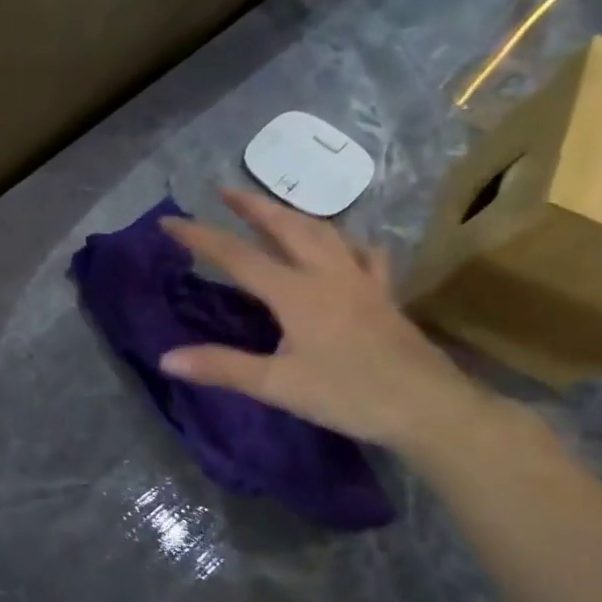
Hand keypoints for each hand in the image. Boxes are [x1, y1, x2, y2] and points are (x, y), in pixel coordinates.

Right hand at [158, 189, 483, 450]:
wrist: (435, 411)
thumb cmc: (351, 396)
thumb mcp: (279, 386)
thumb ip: (222, 367)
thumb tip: (166, 358)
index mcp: (296, 293)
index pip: (237, 256)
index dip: (200, 236)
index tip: (168, 220)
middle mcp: (328, 276)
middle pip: (286, 227)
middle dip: (253, 206)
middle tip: (225, 190)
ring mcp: (361, 283)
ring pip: (325, 233)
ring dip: (293, 215)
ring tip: (273, 209)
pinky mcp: (385, 298)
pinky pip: (366, 256)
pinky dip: (348, 242)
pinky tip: (345, 245)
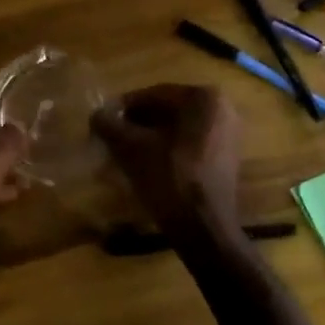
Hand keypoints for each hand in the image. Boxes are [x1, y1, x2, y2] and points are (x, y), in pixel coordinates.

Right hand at [92, 84, 242, 235]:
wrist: (203, 228)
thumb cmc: (169, 179)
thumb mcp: (131, 148)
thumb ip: (109, 125)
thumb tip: (96, 115)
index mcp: (203, 98)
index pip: (151, 95)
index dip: (122, 109)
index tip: (101, 123)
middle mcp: (221, 109)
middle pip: (165, 111)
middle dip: (135, 124)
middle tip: (110, 139)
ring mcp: (228, 133)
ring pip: (175, 128)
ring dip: (148, 137)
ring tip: (123, 154)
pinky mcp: (226, 156)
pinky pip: (188, 143)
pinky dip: (165, 149)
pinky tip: (145, 165)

# # # # # # #

**Problem statement**
Set down only the line containing "ring mcp: (228, 133)" and the lines after it through the end, exactly as they appear above.

**Output for this task**
ring mcp: (228, 133)
ring pip: (175, 128)
ring dip: (148, 137)
ring tip: (123, 154)
pinky mcp: (226, 156)
pinky pip: (188, 143)
pinky dip: (165, 149)
pinky tip: (145, 165)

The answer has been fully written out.